Леопардовым ветром, словно в глубочайшем экстазе, был разбужен, тот кто в общем то и не планировал больше никогда просыпаться, ведь последнее, что он помнит, как он сутками в бесконечном кайфе и страдании ест суп из крапивы и медитирует во благо всех живых существ.

Красно-белый мир победил. На каждую тысячу дверей, теперь, как и всегда положено ровно тысяча топоров и столько же маньяков, все согласно госплана и ни как иначе. Угрюмые пешеходы и радостные пешесиды, разбудили в нем гнев, который он обещал себе не испытывать никогда в этой жизни, впрочем, и этой жизни не должно было быть. В свое время, он заплатил достаточно, чтобы больше не открывать глаз.

– Что за иллюзорная гадость, зловонная пелена, невежество в состоянии квинт эссенции? Зачем вы вновь явились ко мне на поклон? Ах это ты источник этого, того, чего не может быть. Ты! Слышишь? Я к тебе обращаюсь! Зачем ты извратил само бытие и призвал меня? Чем я тебе насолил? Я достаточно страдал, чтобы растворится в первородной пустоте извечного ничего! Зачем? Зачем? Зачем!?

– Но как? Если я нарушил ваш покой, прошу меня простить. Я ни в коем случае, не хотел вас тревожить. И почему вы зеленый?

– Вранье! И ты ответишь за каждое слово!

– Да, нет же! Я всего лишь хотел найти спасенье. Нет не так. Я всего лишь хотел простить сам себя за все то, что по дурости сотворил.

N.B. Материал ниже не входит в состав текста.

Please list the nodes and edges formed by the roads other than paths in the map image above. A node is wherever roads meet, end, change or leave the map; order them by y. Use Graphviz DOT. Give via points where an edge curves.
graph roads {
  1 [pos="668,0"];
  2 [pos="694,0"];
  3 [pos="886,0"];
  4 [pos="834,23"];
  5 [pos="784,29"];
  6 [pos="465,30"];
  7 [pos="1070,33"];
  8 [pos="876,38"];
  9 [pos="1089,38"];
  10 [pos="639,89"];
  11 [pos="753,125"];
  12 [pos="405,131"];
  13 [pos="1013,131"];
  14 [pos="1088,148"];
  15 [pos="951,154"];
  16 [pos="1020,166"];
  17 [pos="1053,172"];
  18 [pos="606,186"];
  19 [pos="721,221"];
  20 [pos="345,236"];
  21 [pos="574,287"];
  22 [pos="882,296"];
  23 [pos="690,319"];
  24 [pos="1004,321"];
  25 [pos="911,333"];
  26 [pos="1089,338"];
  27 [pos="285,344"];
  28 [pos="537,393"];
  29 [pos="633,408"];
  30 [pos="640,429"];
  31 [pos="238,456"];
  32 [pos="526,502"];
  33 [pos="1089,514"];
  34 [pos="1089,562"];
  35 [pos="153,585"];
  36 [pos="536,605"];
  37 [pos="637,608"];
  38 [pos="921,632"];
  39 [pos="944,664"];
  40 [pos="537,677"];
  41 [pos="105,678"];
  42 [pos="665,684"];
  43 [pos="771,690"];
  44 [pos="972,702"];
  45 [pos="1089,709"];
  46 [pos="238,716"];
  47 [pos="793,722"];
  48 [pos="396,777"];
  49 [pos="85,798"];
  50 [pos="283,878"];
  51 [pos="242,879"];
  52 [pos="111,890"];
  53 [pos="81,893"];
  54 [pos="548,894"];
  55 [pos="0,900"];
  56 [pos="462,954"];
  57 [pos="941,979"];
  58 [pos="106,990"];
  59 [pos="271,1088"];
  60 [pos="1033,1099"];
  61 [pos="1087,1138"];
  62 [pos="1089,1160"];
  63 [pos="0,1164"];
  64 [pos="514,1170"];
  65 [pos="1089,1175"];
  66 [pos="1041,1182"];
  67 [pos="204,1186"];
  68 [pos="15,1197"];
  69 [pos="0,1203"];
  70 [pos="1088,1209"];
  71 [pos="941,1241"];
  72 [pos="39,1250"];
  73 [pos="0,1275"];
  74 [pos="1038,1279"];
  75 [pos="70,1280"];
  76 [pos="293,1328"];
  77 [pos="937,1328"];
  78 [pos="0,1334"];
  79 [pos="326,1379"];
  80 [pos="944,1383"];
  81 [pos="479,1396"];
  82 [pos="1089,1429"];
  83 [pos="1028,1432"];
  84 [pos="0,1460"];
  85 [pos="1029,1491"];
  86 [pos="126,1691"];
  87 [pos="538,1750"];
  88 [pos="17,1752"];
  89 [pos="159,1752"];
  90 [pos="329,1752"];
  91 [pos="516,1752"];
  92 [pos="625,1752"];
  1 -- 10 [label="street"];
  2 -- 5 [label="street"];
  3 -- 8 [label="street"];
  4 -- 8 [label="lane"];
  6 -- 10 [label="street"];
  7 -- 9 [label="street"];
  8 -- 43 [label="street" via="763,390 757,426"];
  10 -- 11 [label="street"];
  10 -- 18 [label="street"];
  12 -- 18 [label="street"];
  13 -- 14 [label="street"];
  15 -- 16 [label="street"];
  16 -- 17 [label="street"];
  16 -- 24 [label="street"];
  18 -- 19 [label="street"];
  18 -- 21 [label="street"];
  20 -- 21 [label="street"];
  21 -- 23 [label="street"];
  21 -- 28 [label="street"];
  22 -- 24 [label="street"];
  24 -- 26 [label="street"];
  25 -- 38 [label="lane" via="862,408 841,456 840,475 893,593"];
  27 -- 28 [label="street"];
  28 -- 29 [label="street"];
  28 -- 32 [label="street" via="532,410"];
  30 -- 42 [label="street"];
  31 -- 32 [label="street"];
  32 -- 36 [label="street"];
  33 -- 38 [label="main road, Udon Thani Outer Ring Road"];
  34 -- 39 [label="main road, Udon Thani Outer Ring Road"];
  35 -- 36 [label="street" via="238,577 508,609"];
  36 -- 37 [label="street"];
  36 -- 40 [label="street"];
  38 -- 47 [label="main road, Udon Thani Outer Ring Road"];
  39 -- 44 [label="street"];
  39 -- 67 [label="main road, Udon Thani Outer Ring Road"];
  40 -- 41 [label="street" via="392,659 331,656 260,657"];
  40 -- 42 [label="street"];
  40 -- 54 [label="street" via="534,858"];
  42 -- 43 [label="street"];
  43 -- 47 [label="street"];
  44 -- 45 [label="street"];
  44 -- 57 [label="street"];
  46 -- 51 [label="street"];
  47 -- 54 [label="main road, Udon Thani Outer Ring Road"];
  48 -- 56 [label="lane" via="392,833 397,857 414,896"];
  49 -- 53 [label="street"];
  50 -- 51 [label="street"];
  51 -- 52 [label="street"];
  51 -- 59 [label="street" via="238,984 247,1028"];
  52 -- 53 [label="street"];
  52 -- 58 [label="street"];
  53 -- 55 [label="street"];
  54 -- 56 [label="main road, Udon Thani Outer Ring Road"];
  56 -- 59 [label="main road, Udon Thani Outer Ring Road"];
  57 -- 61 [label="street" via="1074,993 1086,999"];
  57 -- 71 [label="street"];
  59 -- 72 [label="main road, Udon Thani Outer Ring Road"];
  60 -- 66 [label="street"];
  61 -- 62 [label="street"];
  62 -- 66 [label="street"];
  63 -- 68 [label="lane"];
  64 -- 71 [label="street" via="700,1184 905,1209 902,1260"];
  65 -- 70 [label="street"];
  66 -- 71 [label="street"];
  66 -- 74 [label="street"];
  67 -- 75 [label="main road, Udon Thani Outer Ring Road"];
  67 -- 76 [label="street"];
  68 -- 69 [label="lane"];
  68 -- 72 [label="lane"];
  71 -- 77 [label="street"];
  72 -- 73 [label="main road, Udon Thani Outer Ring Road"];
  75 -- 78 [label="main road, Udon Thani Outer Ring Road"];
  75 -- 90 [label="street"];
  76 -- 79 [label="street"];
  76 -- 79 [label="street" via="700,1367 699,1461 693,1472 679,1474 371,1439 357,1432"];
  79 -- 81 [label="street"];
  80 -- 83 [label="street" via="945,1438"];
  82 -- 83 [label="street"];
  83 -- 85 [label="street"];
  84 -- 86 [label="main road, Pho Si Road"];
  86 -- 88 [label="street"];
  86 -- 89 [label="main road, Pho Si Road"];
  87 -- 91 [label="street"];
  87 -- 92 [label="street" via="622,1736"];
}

– Хм, теперь я вижу. Когда-то и я был таким же. Возможно, даже я не постиг всех законов кармы и её завихрения подобно сильному восточному ветру смогли зацепить меня из нирваны.

– Получается вы?

– Да я был, хм как бы это выразить вербально? Я не был! Лучше всего подходит эта формулировка.

– И каково это?

– Хм? Сложно сказать, там все не так, как здесь! Представь себе, что ты река и не просто река, а ярко красная река и состоишь ты лишь из серотонина и эндорфина.

– Ну допустим…

– Ты не понял. Не ты испытываешь кайф, тебя ведь нет, если ты до сих пор это не осознал.

– А кто же тогда?

– Никто! Ты сам становишься тем абсолютным потоком бесконечного удовольствия.

– То есть я, ну то есть вы, ни чувствуете?

– Чувствую конечно же!

– Но вас ведь нет?

– Нет!

– Тогда как?

– Вот представь, что у тебя нет руки, ну или там ноги!

– И вы туда же!

– Видимо ты не совсем понял, давай я тебе разжую. Вот нет у тебя руки, а ты продолжаешь её чувствовать, как такое может быть?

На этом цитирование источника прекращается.